A tribute to the life and times of Richard “Rick” Sterkel


Card of Thanks

Rick departed this life June 3, 2017.

When Rick was 12 years old he played the guitar for dances at Baseland, S.D. His music teacher had the band.

In the 18 years he was in broadcasting in Montana, Indiana and Colorado, he enjoyed interviewing the Western celebrates who came in to promote their shows in that area. He did appear as a front man on some shows. While in Indiana he attended university there, Rick was great on self-improvement. 

He returned to his parent’s ranch when they retired at Hawk Springs, he still worked at the Scottsbluff Radio Station later the Torrington station. While there joined a local group who entertained. The base player who flew his plane spraying crops would fly over title plane to signal they were to play on the weekend.

His sister and her husband decided they wanted to try ranch life, Rick then moved to Torrington, where he went to work for the Highway Department. He related often of clearing roads with the snow plow. Once again, he took classes at the Torrington College, solar, welding, and art. He also sang in the Baptist church in Lingle and some funerals. 

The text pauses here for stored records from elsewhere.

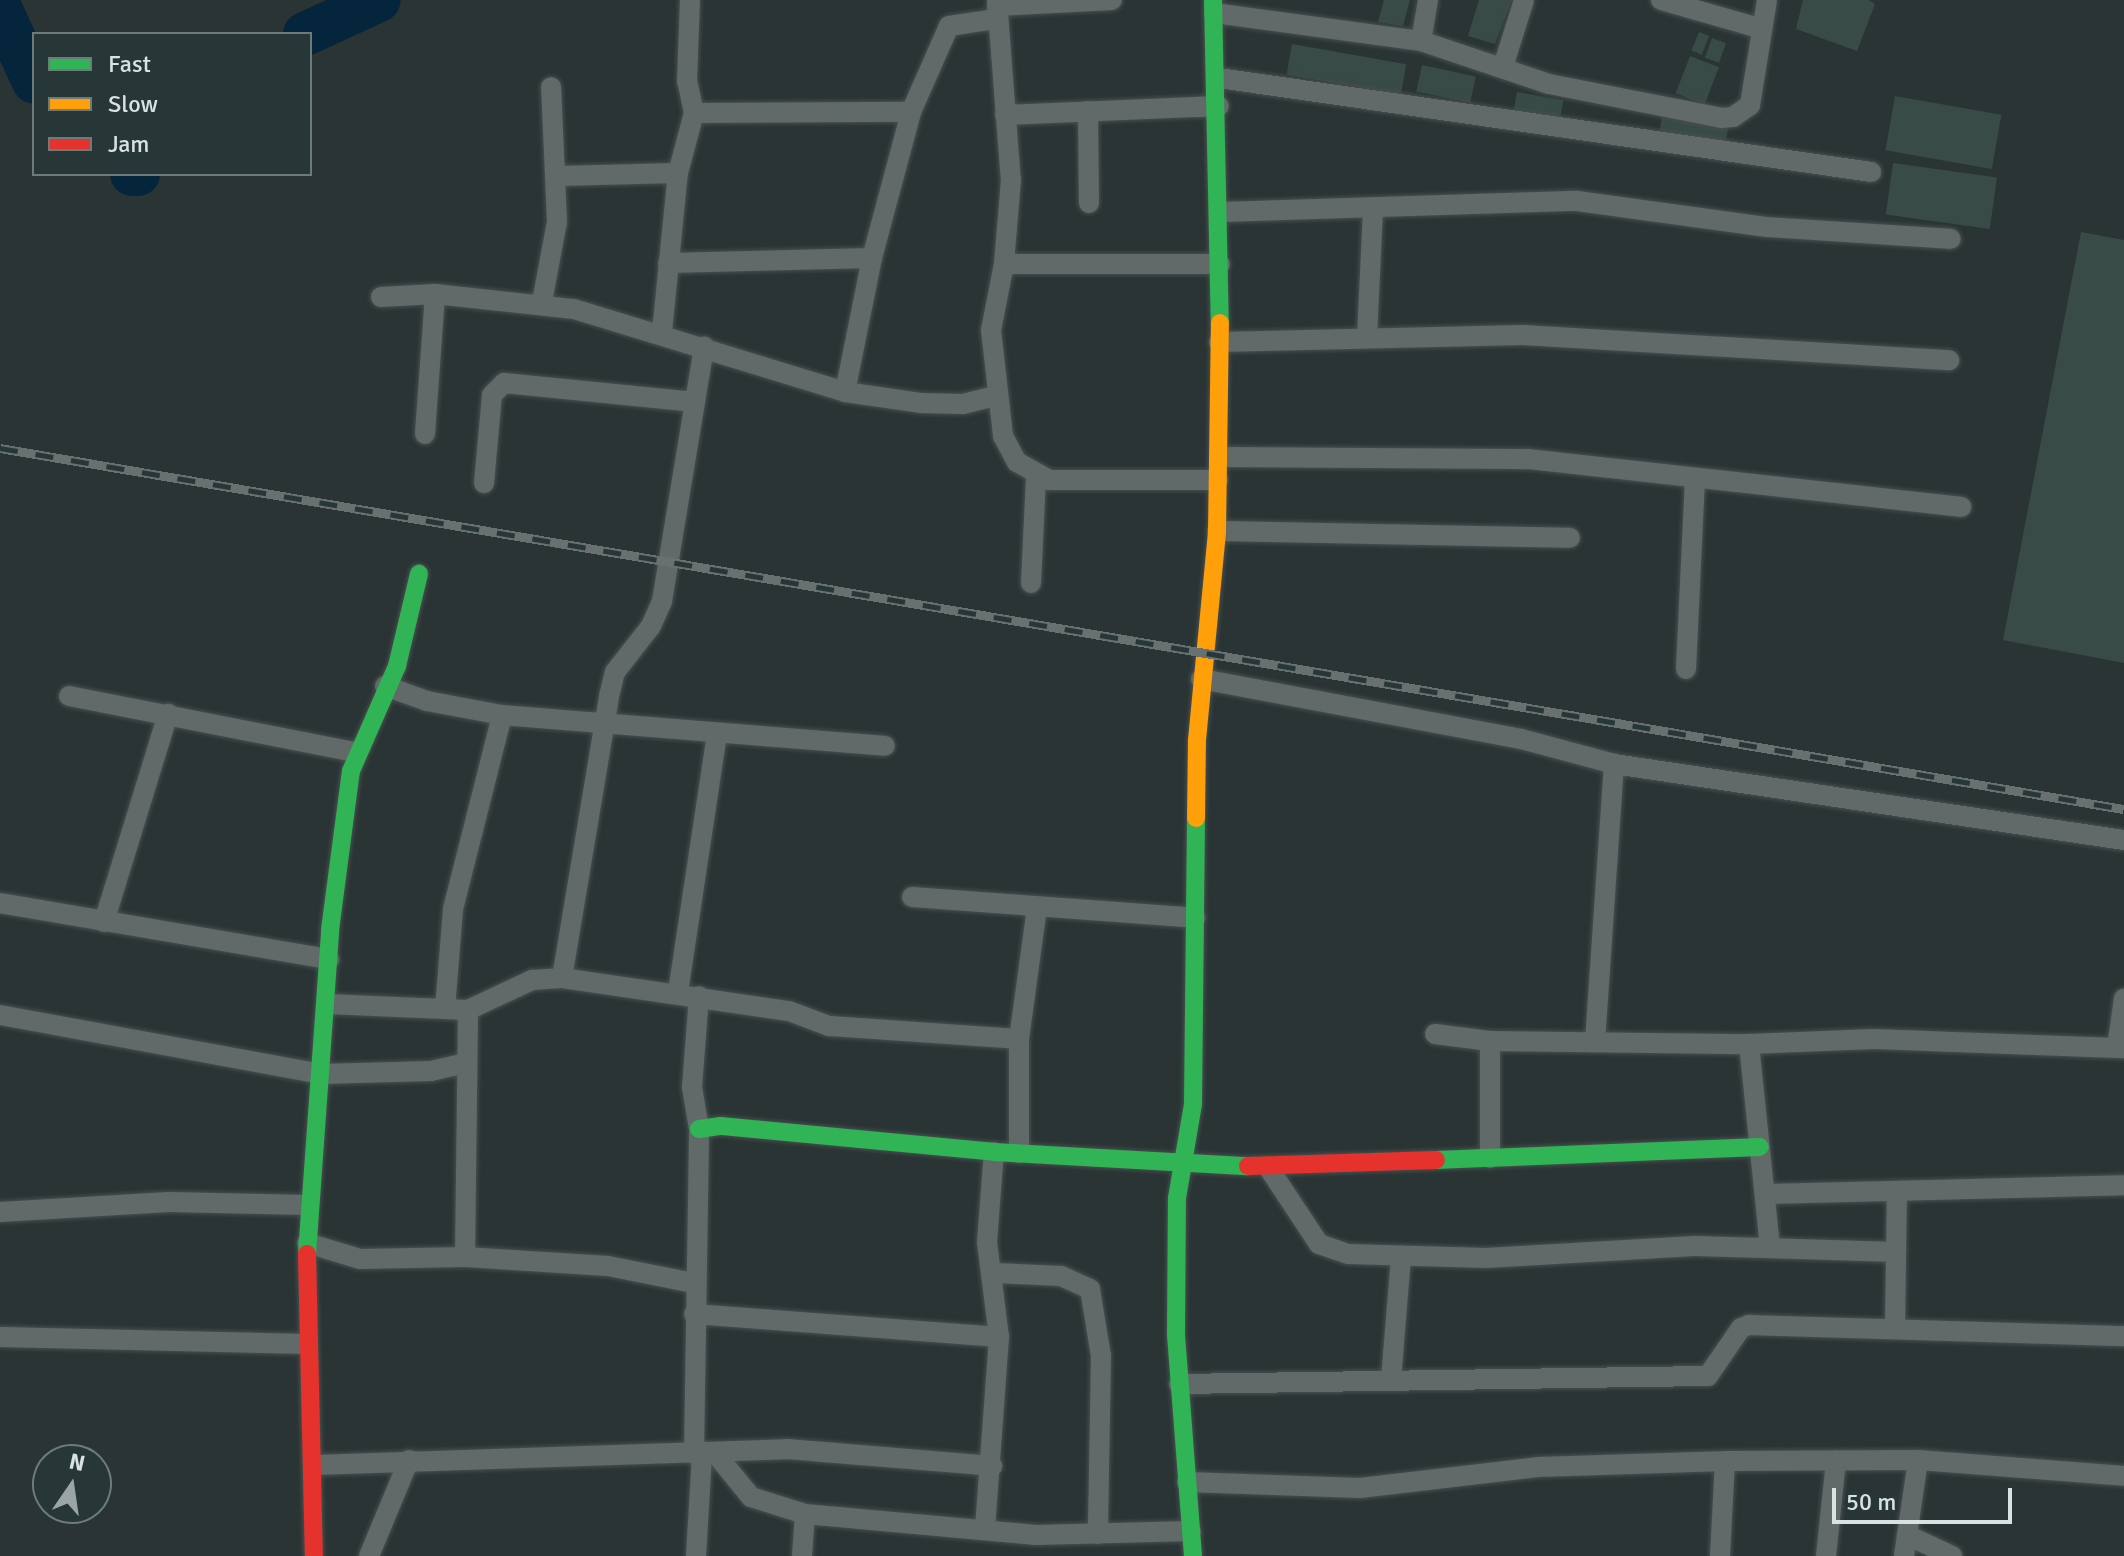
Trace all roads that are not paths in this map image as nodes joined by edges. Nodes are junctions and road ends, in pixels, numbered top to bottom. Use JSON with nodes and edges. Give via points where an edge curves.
{"nodes":[{"id":1,"x":690,"y":0,"type":"edge"},
{"id":2,"x":1112,"y":0,"type":"edge"},
{"id":3,"x":1428,"y":0,"type":"edge"},
{"id":4,"x":1524,"y":0,"type":"edge"},
{"id":5,"x":1661,"y":0,"type":"edge"},
{"id":6,"x":1767,"y":0,"type":"edge"},
{"id":7,"x":1213,"y":7,"type":"edge"},
{"id":8,"x":996,"y":8,"type":"edge"},
{"id":9,"x":1271,"y":10,"type":"edge"},
{"id":10,"x":1762,"y":29,"type":"junction"},
{"id":11,"x":1421,"y":41,"type":"junction"},
{"id":12,"x":1503,"y":67,"type":"junction"},
{"id":13,"x":1219,"y":78,"type":"junction"},
{"id":14,"x":551,"y":87,"type":"dead end"},
{"id":15,"x":1219,"y":106,"type":"junction"},
{"id":16,"x":1088,"y":111,"type":"junction"},
{"id":17,"x":911,"y":112,"type":"junction"},
{"id":18,"x":694,"y":113,"type":"junction"},
{"id":19,"x":1005,"y":115,"type":"junction"},
{"id":20,"x":1871,"y":172,"type":"dead end"},
{"id":21,"x":678,"y":173,"type":"junction"},
{"id":22,"x":558,"y":176,"type":"junction"},
{"id":23,"x":1089,"y":203,"type":"dead end"},
{"id":24,"x":1373,"y":210,"type":"junction"},
{"id":25,"x":1221,"y":212,"type":"junction"},
{"id":26,"x":1951,"y":239,"type":"dead end"},
{"id":27,"x":872,"y":258,"type":"junction"},
{"id":28,"x":668,"y":263,"type":"junction"},
{"id":29,"x":1004,"y":264,"type":"junction"},
{"id":30,"x":1220,"y":264,"type":"junction"},
{"id":31,"x":435,"y":294,"type":"junction"},
{"id":32,"x":381,"y":297,"type":"dead end"},
{"id":33,"x":542,"y":302,"type":"junction"},
{"id":34,"x":662,"y":332,"type":"junction"},
{"id":35,"x":1367,"y":337,"type":"junction"},
{"id":36,"x":1219,"y":342,"type":"junction"},
{"id":37,"x":704,"y":346,"type":"junction"},
{"id":38,"x":1949,"y":360,"type":"dead end"},
{"id":39,"x":845,"y":392,"type":"junction"},
{"id":40,"x":995,"y":396,"type":"junction"},
{"id":41,"x":695,"y":402,"type":"junction"},
{"id":42,"x":425,"y":434,"type":"dead end"},
{"id":43,"x":1219,"y":457,"type":"junction"},
{"id":44,"x":1036,"y":476,"type":"junction"},
{"id":45,"x":1218,"y":480,"type":"junction"},
{"id":46,"x":1695,"y":481,"type":"junction"},
{"id":47,"x":484,"y":483,"type":"dead end"},
{"id":48,"x":1961,"y":507,"type":"dead end"},
{"id":49,"x":1217,"y":531,"type":"junction"},
{"id":50,"x":1570,"y":538,"type":"dead end"},
{"id":51,"x":419,"y":574,"type":"dead end"},
{"id":52,"x":1031,"y":583,"type":"dead end"},
{"id":53,"x":1686,"y":669,"type":"dead end"},
{"id":54,"x":1201,"y":679,"type":"junction"},
{"id":55,"x":385,"y":686,"type":"junction"},
{"id":56,"x":69,"y":696,"type":"dead end"},
{"id":57,"x":168,"y":714,"type":"junction"},
{"id":58,"x":502,"y":715,"type":"junction"},
{"id":59,"x":604,"y":725,"type":"junction"},
{"id":60,"x":717,"y":733,"type":"junction"},
{"id":61,"x":885,"y":746,"type":"dead end"},
{"id":62,"x":355,"y":752,"type":"junction"},
{"id":63,"x":1614,"y":764,"type":"junction"},
{"id":64,"x":2124,"y":840,"type":"edge"},
{"id":65,"x":912,"y":897,"type":"dead end"},
{"id":66,"x":0,"y":903,"type":"edge"},
{"id":67,"x":1037,"y":908,"type":"junction"},
{"id":68,"x":1195,"y":918,"type":"junction"},
{"id":69,"x":104,"y":922,"type":"junction"},
{"id":70,"x":329,"y":959,"type":"junction"},
{"id":71,"x":562,"y":978,"type":"junction"},
{"id":72,"x":678,"y":992,"type":"junction"},
{"id":73,"x":699,"y":996,"type":"junction"},
{"id":74,"x":2124,"y":998,"type":"edge"},
{"id":75,"x":327,"y":1004,"type":"junction"},
{"id":76,"x":445,"y":1009,"type":"junction"},
{"id":77,"x":468,"y":1010,"type":"junction"},
{"id":78,"x":0,"y":1015,"type":"edge"},
{"id":79,"x":1435,"y":1034,"type":"dead end"},
{"id":80,"x":1019,"y":1039,"type":"junction"},
{"id":81,"x":1490,"y":1041,"type":"junction"},
{"id":82,"x":1595,"y":1042,"type":"junction"},
{"id":83,"x":1749,"y":1044,"type":"junction"},
{"id":84,"x":2121,"y":1048,"type":"edge"},
{"id":85,"x":467,"y":1063,"type":"junction"},
{"id":86,"x":321,"y":1074,"type":"junction"},
{"id":87,"x":699,"y":1129,"type":"junction"},
{"id":88,"x":1760,"y":1147,"type":"junction"},
{"id":89,"x":994,"y":1152,"type":"junction"},
{"id":90,"x":1019,"y":1153,"type":"junction"},
{"id":91,"x":1490,"y":1158,"type":"junction"},
{"id":92,"x":1181,"y":1159,"type":"junction"},
{"id":93,"x":1268,"y":1167,"type":"junction"},
{"id":94,"x":2124,"y":1185,"type":"edge"},
{"id":95,"x":1897,"y":1192,"type":"junction"},
{"id":96,"x":1767,"y":1194,"type":"junction"},
{"id":97,"x":308,"y":1205,"type":"junction"},
{"id":98,"x":0,"y":1212,"type":"edge"},
{"id":99,"x":307,"y":1243,"type":"junction"},
{"id":100,"x":1770,"y":1248,"type":"junction"},
{"id":101,"x":1896,"y":1252,"type":"junction"},
{"id":102,"x":465,"y":1257,"type":"junction"},
{"id":103,"x":1401,"y":1257,"type":"junction"},
{"id":104,"x":995,"y":1273,"type":"junction"},
{"id":105,"x":694,"y":1283,"type":"junction"},
{"id":106,"x":694,"y":1314,"type":"junction"},
{"id":107,"x":1895,"y":1328,"type":"junction"},
{"id":108,"x":2124,"y":1336,"type":"edge"},
{"id":109,"x":0,"y":1337,"type":"edge"},
{"id":110,"x":999,"y":1337,"type":"junction"},
{"id":111,"x":308,"y":1344,"type":"junction"},
{"id":112,"x":1391,"y":1379,"type":"junction"},
{"id":113,"x":1179,"y":1384,"type":"junction"},
{"id":114,"x":704,"y":1453,"type":"junction"},
{"id":115,"x":409,"y":1460,"type":"junction"},
{"id":116,"x":1918,"y":1460,"type":"junction"},
{"id":117,"x":1725,"y":1461,"type":"junction"},
{"id":118,"x":1836,"y":1461,"type":"junction"},
{"id":119,"x":314,"y":1465,"type":"junction"},
{"id":120,"x":992,"y":1466,"type":"junction"},
{"id":121,"x":2124,"y":1476,"type":"edge"},
{"id":122,"x":1187,"y":1482,"type":"junction"},
{"id":123,"x":805,"y":1514,"type":"junction"},
{"id":124,"x":985,"y":1528,"type":"junction"},
{"id":125,"x":1191,"y":1531,"type":"junction"},
{"id":126,"x":1098,"y":1534,"type":"junction"},
{"id":127,"x":1907,"y":1535,"type":"junction"},
{"id":128,"x":314,"y":1556,"type":"edge"},
{"id":129,"x":369,"y":1556,"type":"edge"},
{"id":130,"x":696,"y":1556,"type":"edge"},
{"id":131,"x":802,"y":1556,"type":"edge"},
{"id":132,"x":1193,"y":1556,"type":"edge"},
{"id":133,"x":1720,"y":1556,"type":"edge"},
{"id":134,"x":1826,"y":1556,"type":"edge"},
{"id":135,"x":1904,"y":1556,"type":"edge"},
{"id":136,"x":1952,"y":1556,"type":"edge"}],
"edges":[{"from":1,"to":18,"type":"street","via":[[687,81]]},
{"from":2,"to":8,"type":"street"},
{"from":3,"to":11,"type":"street"},
{"from":4,"to":12,"type":"street"},
{"from":5,"to":10,"type":"street"},
{"from":6,"to":10,"type":"street"},
{"from":7,"to":9,"type":"street"},
{"from":7,"to":13,"type":"street"},
{"from":8,"to":17,"type":"street","via":[[949,26]]},
{"from":8,"to":19,"type":"street"},
{"from":9,"to":11,"type":"street"},
{"from":10,"to":12,"type":"street","via":[[1756,88],[1750,105],[1733,117],[1620,101]]},
{"from":11,"to":12,"type":"street"},
{"from":13,"to":15,"type":"street"},
{"from":13,"to":20,"type":"street"},
{"from":14,"to":22,"type":"street"},
{"from":15,"to":16,"type":"street"},
{"from":15,"to":25,"type":"street"},
{"from":16,"to":19,"type":"street"},
{"from":16,"to":23,"type":"street"},
{"from":17,"to":18,"type":"street"},
{"from":17,"to":27,"type":"street"},
{"from":18,"to":21,"type":"street"},
{"from":19,"to":29,"type":"street","via":[[1011,180]]},
{"from":21,"to":22,"type":"street"},
{"from":21,"to":28,"type":"street"},
{"from":22,"to":33,"type":"street","via":[[557,222]]},
{"from":24,"to":25,"type":"street"},
{"from":24,"to":26,"type":"street","via":[[1577,201],[1767,227]]},
{"from":24,"to":35,"type":"street"},
{"from":25,"to":30,"type":"street"},
{"from":27,"to":28,"type":"street"},
{"from":27,"to":39,"type":"street"},
{"from":28,"to":34,"type":"street"},
{"from":29,"to":30,"type":"street"},
{"from":29,"to":40,"type":"street","via":[[991,330]]},
{"from":30,"to":36,"type":"street"},
{"from":31,"to":32,"type":"street"},
{"from":31,"to":33,"type":"street"},
{"from":31,"to":42,"type":"street"},
{"from":33,"to":34,"type":"street"},
{"from":34,"to":37,"type":"street"},
{"from":35,"to":36,"type":"street"},
{"from":35,"to":38,"type":"street","via":[[1523,335]]},
{"from":36,"to":43,"type":"street"},
{"from":37,"to":39,"type":"street"},
{"from":37,"to":41,"type":"street"},
{"from":39,"to":40,"type":"street","via":[[920,403],[963,404]]},
{"from":40,"to":44,"type":"street","via":[[1003,436],[1017,462]]},
{"from":41,"to":47,"type":"street","via":[[504,383],[492,395]]},
{"from":41,"to":59,"type":"street","via":[[662,601],[651,626],[615,672]]},
{"from":43,"to":45,"type":"street"},
{"from":43,"to":46,"type":"street","via":[[1528,459]]},
{"from":44,"to":45,"type":"street","via":[[1077,482]]},
{"from":44,"to":52,"type":"street"},
{"from":45,"to":49,"type":"street"},
{"from":46,"to":48,"type":"street"},
{"from":46,"to":53,"type":"street"},
{"from":49,"to":50,"type":"street"},
{"from":49,"to":54,"type":"street"},
{"from":51,"to":55,"type":"street","via":[[397,666]]},
{"from":54,"to":63,"type":"street","via":[[1521,739]]},
{"from":54,"to":68,"type":"street"},
{"from":55,"to":58,"type":"street","via":[[427,701]]},
{"from":55,"to":62,"type":"street"},
{"from":56,"to":57,"type":"street"},
{"from":57,"to":62,"type":"street","via":[[239,733]]},
{"from":57,"to":69,"type":"street"},
{"from":58,"to":59,"type":"street"},
{"from":58,"to":76,"type":"street","via":[[453,909]]},
{"from":59,"to":60,"type":"street"},
{"from":59,"to":71,"type":"street"},
{"from":60,"to":61,"type":"street"},
{"from":60,"to":72,"type":"street"},
{"from":62,"to":70,"type":"street"},
{"from":63,"to":64,"type":"street"},
{"from":63,"to":82,"type":"street"},
{"from":65,"to":67,"type":"street"},
{"from":66,"to":69,"type":"street"},
{"from":67,"to":68,"type":"street"},
{"from":67,"to":80,"type":"street"},
{"from":68,"to":92,"type":"street","via":[[1193,1104]]},
{"from":69,"to":70,"type":"street"},
{"from":70,"to":75,"type":"street"},
{"from":71,"to":72,"type":"street"},
{"from":71,"to":77,"type":"street","via":[[532,980]]},
{"from":72,"to":73,"type":"street"},
{"from":73,"to":80,"type":"street","via":[[789,1011],[829,1026]]},
{"from":73,"to":87,"type":"street","via":[[692,1087]]},
{"from":74,"to":84,"type":"street"},
{"from":75,"to":76,"type":"street"},
{"from":75,"to":86,"type":"street"},
{"from":76,"to":77,"type":"street"},
{"from":77,"to":85,"type":"street"},
{"from":78,"to":86,"type":"street"},
{"from":79,"to":81,"type":"street"},
{"from":80,"to":90,"type":"street"},
{"from":81,"to":82,"type":"street"},
{"from":81,"to":91,"type":"street"},
{"from":82,"to":83,"type":"street"},
{"from":83,"to":84,"type":"street","via":[[1874,1039]]},
{"from":83,"to":88,"type":"street"},
{"from":85,"to":86,"type":"street","via":[[431,1071]]},
{"from":85,"to":102,"type":"street"},
{"from":86,"to":97,"type":"street"},
{"from":87,"to":89,"type":"street","via":[[756,1128]]},
{"from":87,"to":105,"type":"street"},
{"from":88,"to":91,"type":"street"},
{"from":88,"to":96,"type":"street"},
{"from":89,"to":90,"type":"street"},
{"from":89,"to":104,"type":"street","via":[[987,1242]]},
{"from":90,"to":92,"type":"street"},
{"from":91,"to":93,"type":"street"},
{"from":92,"to":93,"type":"street"},
{"from":92,"to":113,"type":"street"},
{"from":93,"to":103,"type":"street","via":[[1325,1249]]},
{"from":94,"to":95,"type":"street"},
{"from":95,"to":96,"type":"street"},
{"from":95,"to":101,"type":"street"},
{"from":96,"to":100,"type":"street"},
{"from":97,"to":98,"type":"street","via":[[169,1202]]},
{"from":97,"to":99,"type":"street"},
{"from":99,"to":102,"type":"street","via":[[374,1260]]},
{"from":99,"to":111,"type":"street"},
{"from":100,"to":101,"type":"street"},
{"from":100,"to":103,"type":"street"},
{"from":101,"to":107,"type":"street"},
{"from":102,"to":105,"type":"street","via":[[608,1266]]},
{"from":103,"to":112,"type":"street"},
{"from":104,"to":110,"type":"street"},
{"from":104,"to":126,"type":"street","via":[[1061,1276],[1090,1289],[1101,1356]]},
{"from":105,"to":106,"type":"street"},
{"from":106,"to":110,"type":"street"},
{"from":106,"to":114,"type":"street"},
{"from":107,"to":108,"type":"street"},
{"from":107,"to":112,"type":"street","via":[[1749,1325],[1741,1328],[1708,1376]]},
{"from":109,"to":111,"type":"street"},
{"from":110,"to":120,"type":"street"},
{"from":111,"to":119,"type":"street"},
{"from":112,"to":113,"type":"street"},
{"from":113,"to":122,"type":"street"},
{"from":114,"to":115,"type":"street"},
{"from":114,"to":120,"type":"street","via":[[855,1451]]},
{"from":114,"to":123,"type":"street","via":[[751,1497]]},
{"from":114,"to":130,"type":"street"},
{"from":115,"to":119,"type":"street"},
{"from":115,"to":129,"type":"street"},
{"from":116,"to":118,"type":"street"},
{"from":116,"to":121,"type":"street"},
{"from":116,"to":127,"type":"street"},
{"from":117,"to":118,"type":"street"},
{"from":117,"to":122,"type":"street","via":[[1538,1467],[1336,1489]]},
{"from":117,"to":133,"type":"street"},
{"from":118,"to":134,"type":"street"},
{"from":119,"to":128,"type":"street"},
{"from":120,"to":124,"type":"street"},
{"from":122,"to":125,"type":"street"},
{"from":123,"to":124,"type":"street"},
{"from":123,"to":131,"type":"street"},
{"from":124,"to":126,"type":"street"},
{"from":125,"to":126,"type":"street"},
{"from":125,"to":132,"type":"street"},
{"from":127,"to":135,"type":"street"},
{"from":127,"to":136,"type":"street"}]}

When he retired he spent the next 20 years going to Arizona in winter, and summers on his acreage south of Lingle above the Platte River.

Winters in Arizona were enjoyed meeting new people and singing in the Oakdale Elks Club and Legion Club #44 in Scottsdale, where he was a member of both. A special thanks to his brother in law, Roland Coulome for the many times he picked him up at the VA hospital in Phoenix where the traffic is unbelievable, and the 10 years before when he broke his hip, taking him from the rehab to his handicap apartment to recover. 

His friend Mark was taking his band to Hawaii to entertain there. Rick declined, said he flew the Pacific too many times when he was in the Air Force. Although he had returned to Hawaii on his honeymoon in 1961 when he married Melissa’s mother.

Summers were spent south of Lingle, where he built his house and three garages, planting 200 evergreens. One garage was for his antique cars, that made parades in Wyoming, South Daktoa and Nebraska. 

A special thanks to Rod Cross, Betty’s grandson who came from Oklahoma and built a patio room on the house. This was enjoyed greatly in the morning viewing the valley and river, many times our neighbors joined us for breakfast.

A special thanks to Fransene and Orrin Bolzer who were always there when needed.

Rick will be solely missed by wife Betty and daughters. When someone is taken so sudden we too must realize dear God, he is gone.